La socialiste Micheline Calmy-Rey dirige donc toujours les Affaires étrangères, l’UDC Ueli Maurer la Défense et le Sport et Didier Burkhalter l’Intérieur.
Mécontentes les deux élues socialistes, Micheline et Simonetta, ont demandé que cette nouvelle répartition soit soumise au vote, ce qui est exceptionnel. Immanquablement les cinq membres du camp bourgeois l’ont entérinée.

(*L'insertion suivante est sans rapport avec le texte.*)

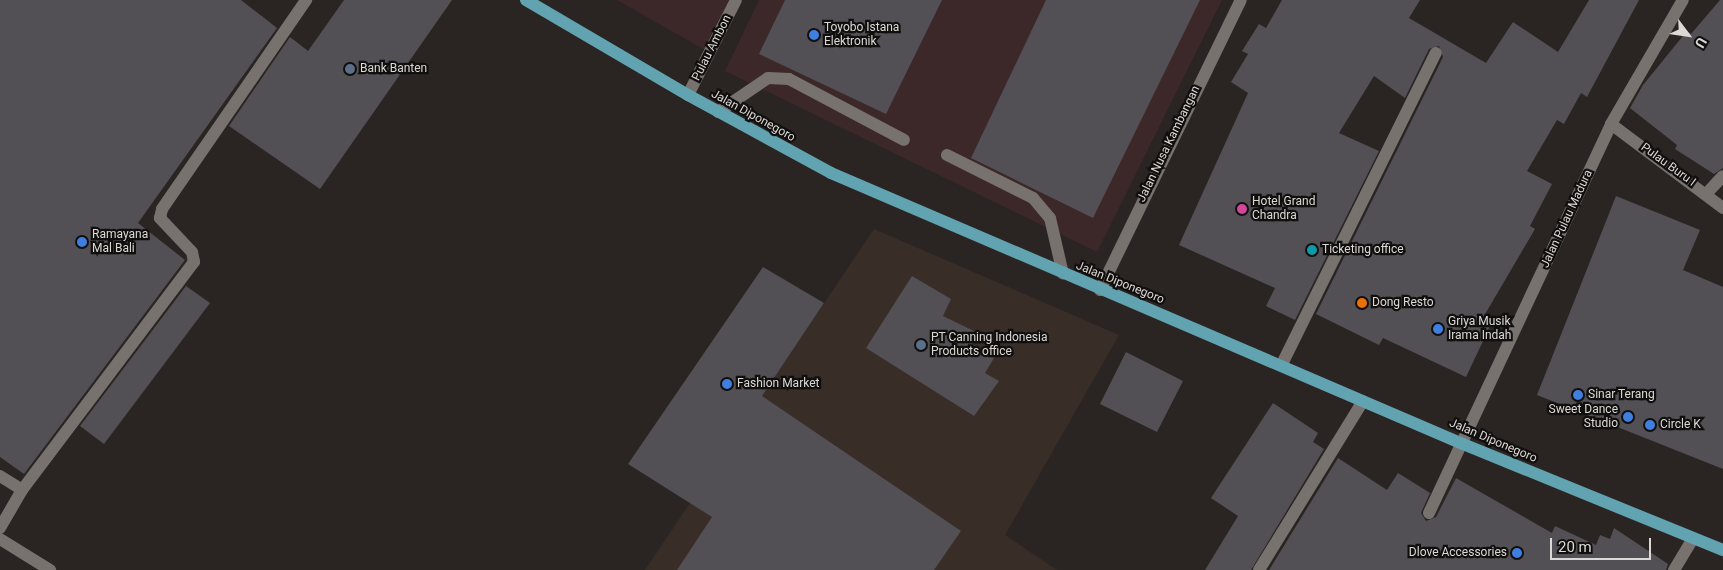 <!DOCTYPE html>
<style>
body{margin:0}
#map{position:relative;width:1723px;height:570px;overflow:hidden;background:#2a2522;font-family:Roboto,sans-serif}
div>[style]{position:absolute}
.commercial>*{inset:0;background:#3c2829}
.built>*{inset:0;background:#382e27}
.building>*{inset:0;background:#524f55}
.minor>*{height:12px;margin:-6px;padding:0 6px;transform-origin:6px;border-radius:6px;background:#78726e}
.major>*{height:12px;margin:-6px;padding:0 6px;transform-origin:6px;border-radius:6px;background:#61a3b0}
.dots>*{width:14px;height:14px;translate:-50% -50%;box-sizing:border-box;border:2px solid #110f0e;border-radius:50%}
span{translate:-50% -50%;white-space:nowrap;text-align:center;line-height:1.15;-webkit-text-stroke:4.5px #110f0e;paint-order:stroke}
.poi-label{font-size:12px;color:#dcd8d6}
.left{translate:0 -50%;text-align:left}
.right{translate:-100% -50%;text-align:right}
.street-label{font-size:12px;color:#dcd8d6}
.north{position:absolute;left:1663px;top:10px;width:50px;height:50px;-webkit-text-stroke:4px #110f0e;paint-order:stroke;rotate:121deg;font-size:14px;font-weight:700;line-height:20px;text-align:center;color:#dcd8d6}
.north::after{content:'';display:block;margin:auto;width:18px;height:22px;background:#dcd8d6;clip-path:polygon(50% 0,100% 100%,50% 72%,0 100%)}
.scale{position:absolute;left:1550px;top:538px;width:101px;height:22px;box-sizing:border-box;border:2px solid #dcd8d6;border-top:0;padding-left:6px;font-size:15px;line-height:18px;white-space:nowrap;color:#dcd8d6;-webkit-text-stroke:4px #110f0e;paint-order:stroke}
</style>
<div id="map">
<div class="commercial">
<div style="clip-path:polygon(617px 0,729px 0,705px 50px)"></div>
<div style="clip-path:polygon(759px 0,1222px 0,1097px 252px,725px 71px)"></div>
</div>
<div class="built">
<div style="clip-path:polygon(874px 229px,1119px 335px,1005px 535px,1057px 570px,645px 570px)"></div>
</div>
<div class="building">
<div style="clip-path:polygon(0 0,241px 0,277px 28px,138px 223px,185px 260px,24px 474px,0 457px)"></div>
<div style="clip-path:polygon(344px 0,452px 0,320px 189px,229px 126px,290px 37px,308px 51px)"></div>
<div style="clip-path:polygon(785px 0,942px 0,886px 114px,759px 54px)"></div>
<div style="clip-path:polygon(1046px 0,1200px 0,1093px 218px,971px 158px)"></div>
<div style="clip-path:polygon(1282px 0,1420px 0,1409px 18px,1486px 63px,1513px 22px,1558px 52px,1589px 0,1639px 0,1587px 97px,1581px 93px,1564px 124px,1557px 120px,1527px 171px,1552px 184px,1530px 226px,1535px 229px,1484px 316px,1493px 320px,1466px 377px,1383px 338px,1379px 345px,1316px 314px,1443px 57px,1439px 46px,1429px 49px,1405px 98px,1374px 76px,1339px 133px,1379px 151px,1295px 320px,1266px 306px,1275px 288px,1179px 245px,1248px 93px,1231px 82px,1248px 54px,1242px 51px,1259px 24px,1266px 28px)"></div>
<div style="clip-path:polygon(1720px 0,1723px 0,1723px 168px,1714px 174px,1675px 149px,1677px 145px,1630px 108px,1643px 85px,1687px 31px,1691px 34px)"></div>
<div style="clip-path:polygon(1616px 196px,1700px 230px,1683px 270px,1723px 287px,1723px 469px,1537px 395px)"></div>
<div style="clip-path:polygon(763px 267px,824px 303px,762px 396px,961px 531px,934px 570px,677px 570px,712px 517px,628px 464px)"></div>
<div style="clip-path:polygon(912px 276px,951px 299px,943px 316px,974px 331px,968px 341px,994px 358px,985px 373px,999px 381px,974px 416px,866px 348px)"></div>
<div style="clip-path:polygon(186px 286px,210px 303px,104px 444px,80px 426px)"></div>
<div style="clip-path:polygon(1126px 352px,1183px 381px,1157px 432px,1100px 404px)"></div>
<div style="clip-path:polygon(1273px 403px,1318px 433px,1313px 442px,1324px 449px,1251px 570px,1205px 570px,1238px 516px,1211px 498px)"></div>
<div style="clip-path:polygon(1338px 458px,1387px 490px,1398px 473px,1430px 493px,1421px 513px,1426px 521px,1436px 517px,1456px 478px,1552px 533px,1555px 526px,1596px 545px,1600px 535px,1610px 539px,1614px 528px,1668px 564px,1666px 570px,1269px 570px)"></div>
</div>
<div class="minor">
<div style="left:688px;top:95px;width:106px;rotate:-63.2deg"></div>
<div style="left:718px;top:112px;width:60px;rotate:-34.2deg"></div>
<div style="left:768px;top:78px;width:21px;rotate:3deg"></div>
<div style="left:789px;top:79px;width:130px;rotate:27.9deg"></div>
<div style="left:1611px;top:124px;width:140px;rotate:36.9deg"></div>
<div style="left:947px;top:155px;width:96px;rotate:26.6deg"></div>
<div style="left:1033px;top:198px;width:26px;rotate:50deg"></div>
<div style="left:1050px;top:218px;width:57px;rotate:76.9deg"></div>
<div style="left:1707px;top:193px;width:23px;rotate:-47deg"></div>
<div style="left:1100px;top:290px;width:322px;rotate:-64.1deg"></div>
<div style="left:1282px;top:364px;width:347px;rotate:-63.7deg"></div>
<div style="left:0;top:476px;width:26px;rotate:32deg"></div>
<div style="left:22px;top:490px;width:44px;rotate:120.1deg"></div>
<div style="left:22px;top:490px;width:286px;rotate:-53deg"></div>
<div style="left:194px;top:262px;width:10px;rotate:-101deg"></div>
<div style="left:192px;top:252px;width:47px;rotate:-133.3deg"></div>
<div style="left:160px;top:218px;width:9px;rotate:-77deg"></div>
<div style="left:162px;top:209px;width:254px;rotate:-55.4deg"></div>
<div style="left:1429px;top:513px;width:429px;rotate:-64.9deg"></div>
<div style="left:1611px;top:124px;width:143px;rotate:-59.9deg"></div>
<div style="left:0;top:539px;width:59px;rotate:31.8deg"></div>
<div style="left:1259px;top:570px;width:198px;rotate:-58.4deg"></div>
<div style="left:1674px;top:570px;width:37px;rotate:-59deg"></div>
</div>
<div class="major">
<div style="left:526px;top:0;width:188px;rotate:30.4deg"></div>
<div style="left:688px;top:95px;width:163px;rotate:28.6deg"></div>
<div style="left:831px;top:173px;width:688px;rotate:23.21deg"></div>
<div style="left:1463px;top:444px;width:281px;rotate:22.2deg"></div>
</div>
<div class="dots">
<div style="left:814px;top:35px;background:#3f7fe0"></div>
<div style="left:350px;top:69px;background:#5c6f8a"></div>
<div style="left:1242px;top:209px;background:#d1479c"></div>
<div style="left:82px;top:242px;background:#3f7fe0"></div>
<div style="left:1312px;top:250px;background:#0f9aa8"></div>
<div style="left:1362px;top:303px;background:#e8710a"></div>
<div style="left:1438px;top:329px;background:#3f7fe0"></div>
<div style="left:921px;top:345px;background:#5c6f8a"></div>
<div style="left:727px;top:384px;background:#3f7fe0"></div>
<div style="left:1578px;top:395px;background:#3f7fe0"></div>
<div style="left:1628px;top:417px;background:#3f7fe0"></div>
<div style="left:1650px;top:425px;background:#3f7fe0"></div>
<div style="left:1517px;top:553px;background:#3f7fe0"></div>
</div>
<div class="poi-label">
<span class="left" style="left:824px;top:35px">Toyobo Istana<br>Elektronik</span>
<span class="left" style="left:360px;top:69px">Bank Banten</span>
<span class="left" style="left:1252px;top:209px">Hotel Grand<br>Chandra</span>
<span class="left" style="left:92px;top:242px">Ramayana<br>Mal Bali</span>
<span class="left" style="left:1322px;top:250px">Ticketing office</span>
<span class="left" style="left:1372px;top:303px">Dong Resto</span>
<span class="left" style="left:1448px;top:329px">Griya Musik<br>Irama Indah</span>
<span class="left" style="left:931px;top:345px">PT Canning Indonesia<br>Products office</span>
<span class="left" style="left:737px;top:384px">Fashion Market</span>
<span class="left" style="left:1588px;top:395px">Sinar Terang</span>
<span class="right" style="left:1618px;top:417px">Sweet Dance<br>Studio</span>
<span class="left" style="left:1660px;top:425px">Circle K</span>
<span class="right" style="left:1507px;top:553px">Dlove Accessories</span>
</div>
<div class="street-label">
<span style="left:712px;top:48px;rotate:-63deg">Pulau Ambon</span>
<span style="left:753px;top:116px;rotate:29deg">Jalan Diponegoro</span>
<span style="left:1169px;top:144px;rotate:-64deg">Jalan Nusa Kambangan</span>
<span style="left:1668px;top:165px;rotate:36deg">Pulau Buru I</span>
<span style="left:1567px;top:219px;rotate:-65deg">Jalan Pulau Madura</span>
<span style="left:1120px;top:283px;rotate:22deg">Jalan Diponegoro</span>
<span style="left:1493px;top:441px;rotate:23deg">Jalan Diponegoro</span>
</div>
<div class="north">U</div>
<div class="scale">20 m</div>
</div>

La socialiste Simonetta Sommaruga va devoir résoudre les problèmes de criminalité, de violence des jeunes et d’asile. Ce dont le président du Parti démocrate-chrétien, Christophe Darbellay, se réjouit ouvertement. En effet, comme l’on dit, « la critique est aisée, mais l’art est difficile ».
En principe les Conseillers fédéraux, s’ils représentent leurs partis respectifs, doivent prendre quelque distance avec eux pour accomplir leur tâche et, surtout, ne pas être à leurs ordres. La répartition des dicastères, par exemple, leur revient de droit. Or cette répartition n’a pas plu aux médias, qui « portent à gauche » dans leur ensemble. Le Matin, par exemple, a qualifié de « putsch » la répartition décidée par les membres du Conseil fédéral, ce qui est proprement hallucinant.
Christophe Levrat, le Président du Parti socialiste, fâché lui aussi de cette répartition, a traité son collègue, et néanmoins ennemi, le Président du Parti Libéral-radical, Fulvio Pelli, de « menteur invétéré », l’accusant de ne pas avoir respecté un accord passé entre eux sur la répartition des départements au Conseil fédéral. Du coup ce dernier a décidé de porter l’affaire au pénal devant les tribunaux, pour « calomnie » ici…Je t’aime, moi non plus !
La gauche du Conseil fédéral est désormais confinée dans les fonctions régaliennes auxquelles devraient se cantonner tout pouvoir politique : affaires étrangères, police et justice. On peut donc espérer que l’Etat, et notamment l’Etat social, ne continuera plus de croître et qu’il s’amaigrira peut-être un peu pour libérer davantage les forces créatives du pays.